Les registres conservés par les curés constituent la collection dite communale parce que transférée à la commune lorsqu'en 1792 le maire remplace le curé en devenant officier de l'état civil et les registres du greffe constituent la collection départementale ; du greffe des bailliages, elle passe au greffe des tribunaux nouvellement créés et fut, de ce fait, versée aux Archives départementales.

Quant à la collection communale, elle est conservée soit dans les mairies, soit, en certain cas, aux Archives départementales avec les autres archives déposées par les communes en vertu de la loi de décembre 1970.

La consultation, régulièrement augmentée des registres paroissiaux et d'état civil, a justifié dès les années 1988 et suivantes la réalisation de microfilms de substitution garantissant une meilleure conservation des originaux.
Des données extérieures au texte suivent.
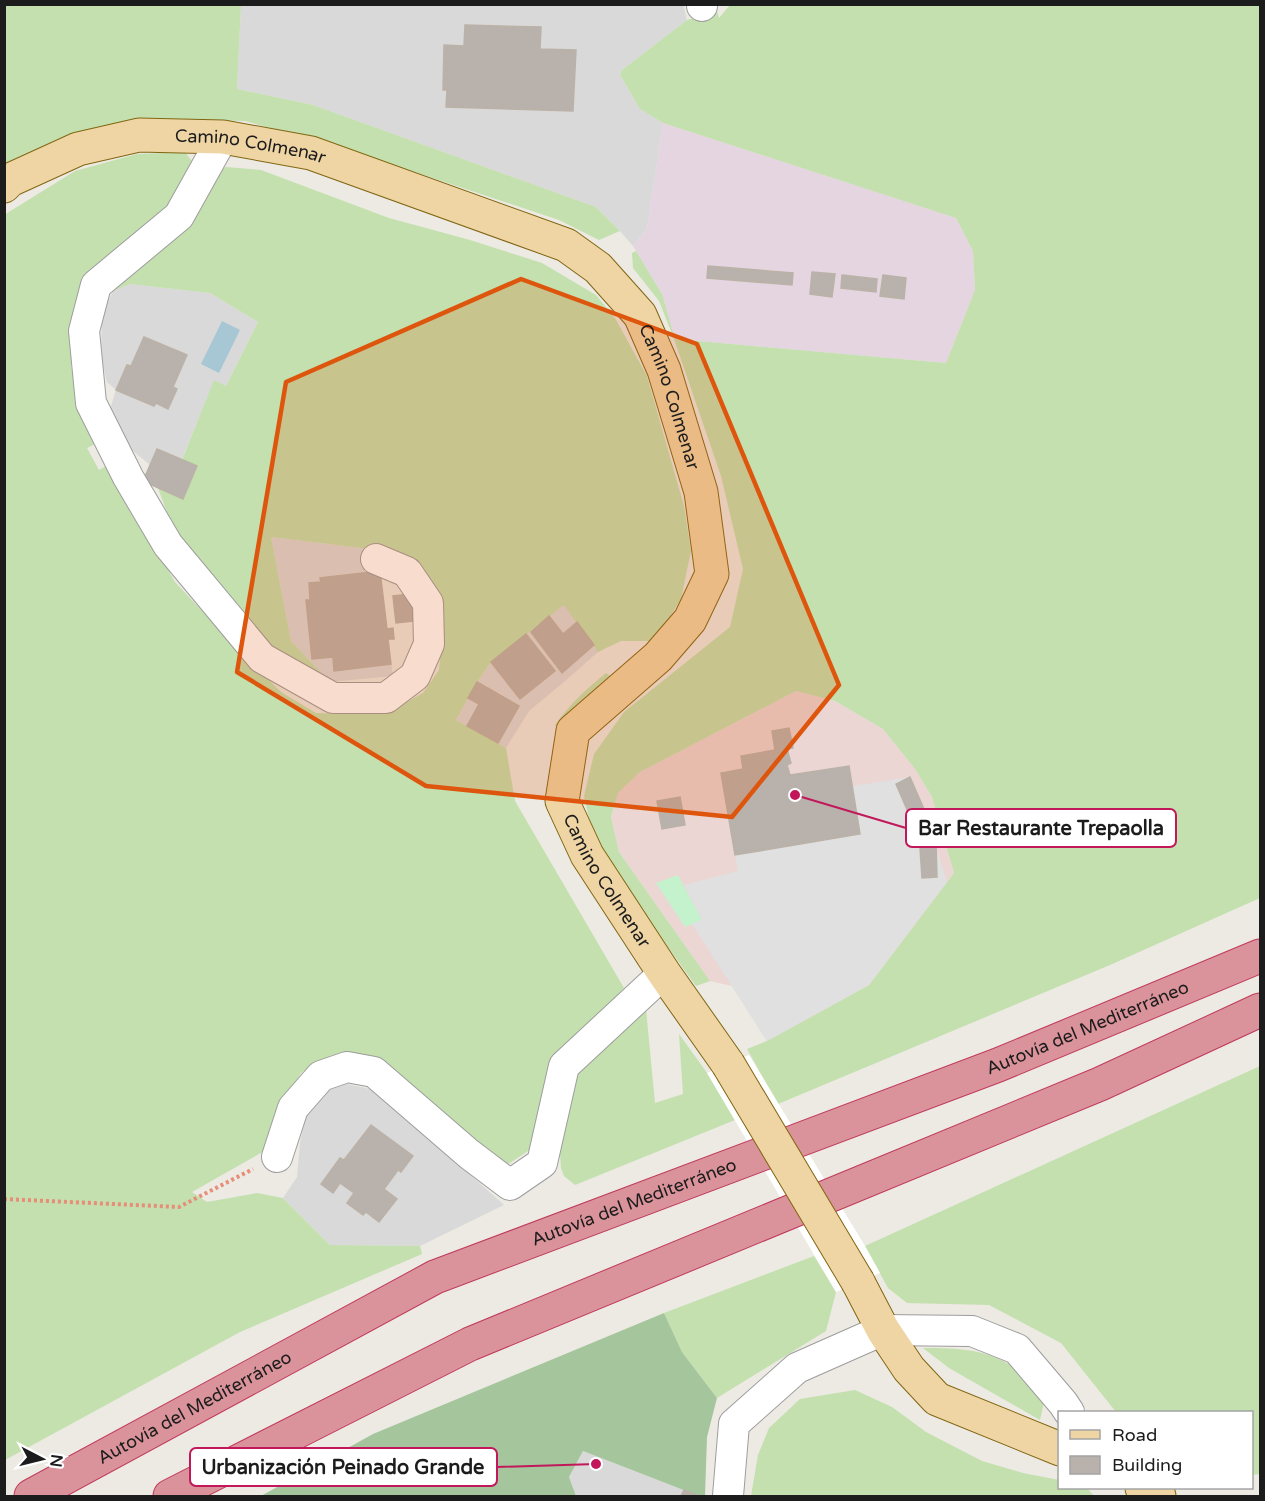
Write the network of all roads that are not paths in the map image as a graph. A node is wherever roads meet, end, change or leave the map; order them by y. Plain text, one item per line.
1 (224, 137) junction
2 (4, 186) edge
3 (376, 559) dead end
4 (1260, 956) edge
5 (664, 973) junction
6 (1260, 1010) edge
7 (277, 1157) road end
8 (883, 1330) junction
9 (1068, 1411) edge
10 (1058, 1449) edge
11 (1144, 1489) edge
12 (31, 1497) edge
13 (170, 1497) edge
14 (728, 1497) edge
15 (1159, 1497) edge

1 - 2 main road, Camino Colmenar
1 - 3 street
1 - 5 main road, Camino Colmenar
4 - 12 highway, Autovía del Mediterráneo
5 - 7 street
5 - 8 main road, Camino Colmenar, bridge
6 - 13 highway
8 - 9 street
8 - 10 main road, Camino Colmenar
8 - 14 street
11 - 15 main road

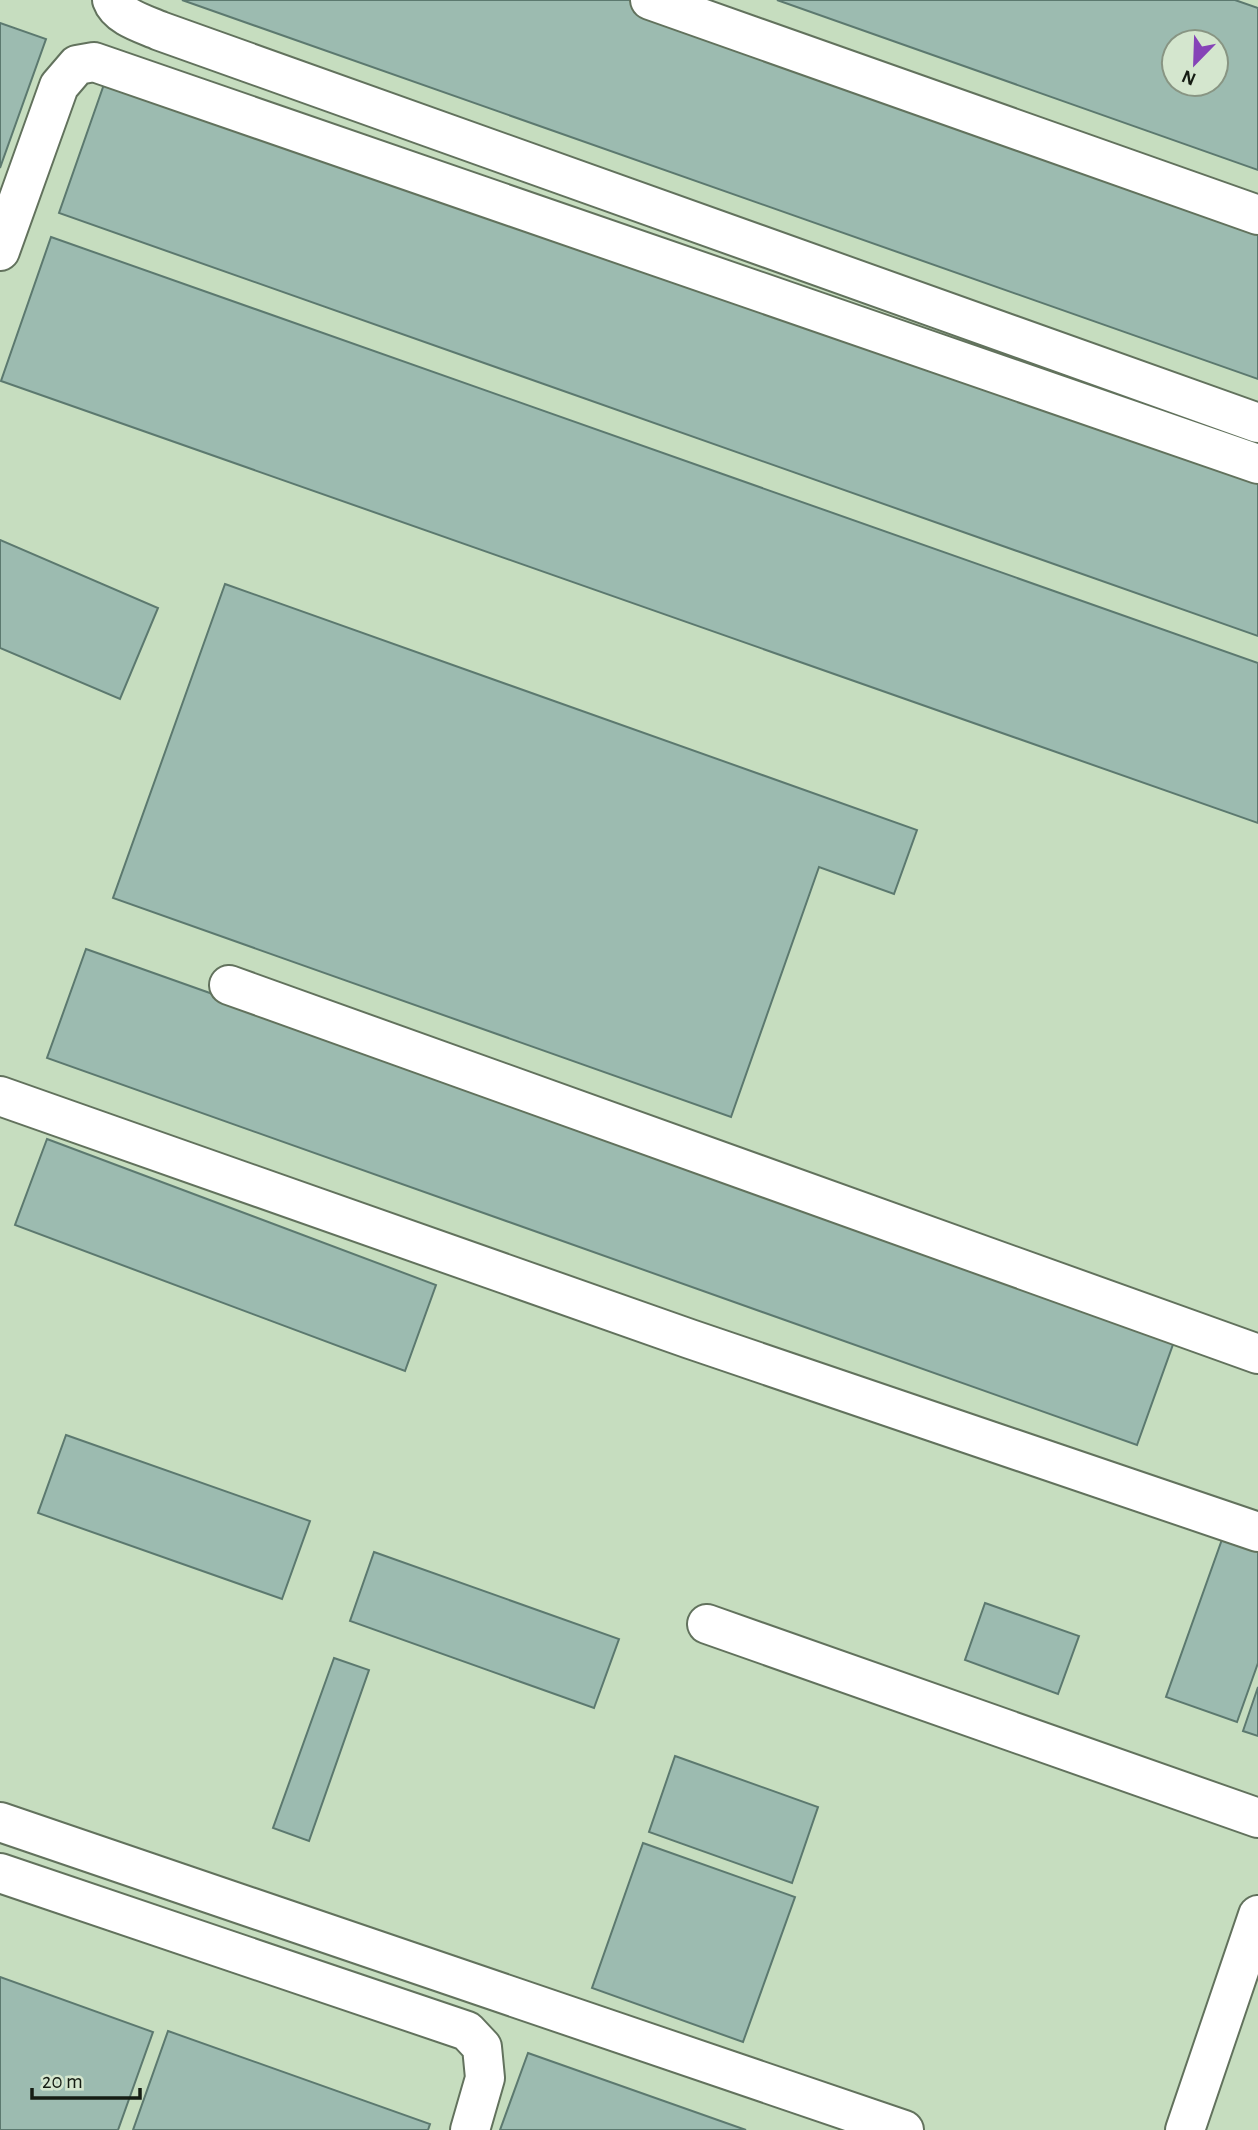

L'ensemble des actes est maintenant sur microfilms. Ceux-ci ont été numérisés et sont maintenant consultables sur ce site.

La consultation, régulièrement augmentée des registres paroissiaux et d'état civil, a justifié dès les années 1988 et suivantes la réalisation de microfilms de substitution garantissant une meilleure conservation des originaux. L'ensemble des actes est maintenant sur microfilms. Ceux-ci ont été numérisés et sont maintenant consultables sur ce site.

La sous-série 3 E

Dès la fin du XIXème siècle, maintes communes laissèrent en dépôt leurs archives aux Archives départementales. Après la loi de 1924 qui permit aux communes de déposer leurs archives anciennes, les fonds déposés augmentèrent. La loi de décembre 1970, qui rendit obligatoire le dépôt des archives plus que centenaires pour les communes de moins de 2000 habitants – soit la presque totalité des communes haut-alpines - intensifia ce phénomène. Les fonds déposés, qui étaient jusqu'à cette période rangés par ordre alphabétique des noms des communes, furent alors intégrés, au fil de leur traitement, en numérotation continue dans une série 3 E nouvellement créée. Depuis deux ans environ, avec l'arrivée de nouveaux fonds et pour harmoniser les classements et remédier aux complications afférentes à deux systèmes de cotation, les fonds sont progressivement reclassés dans leur ensemble et intégrés dans une série « E Dépôt ».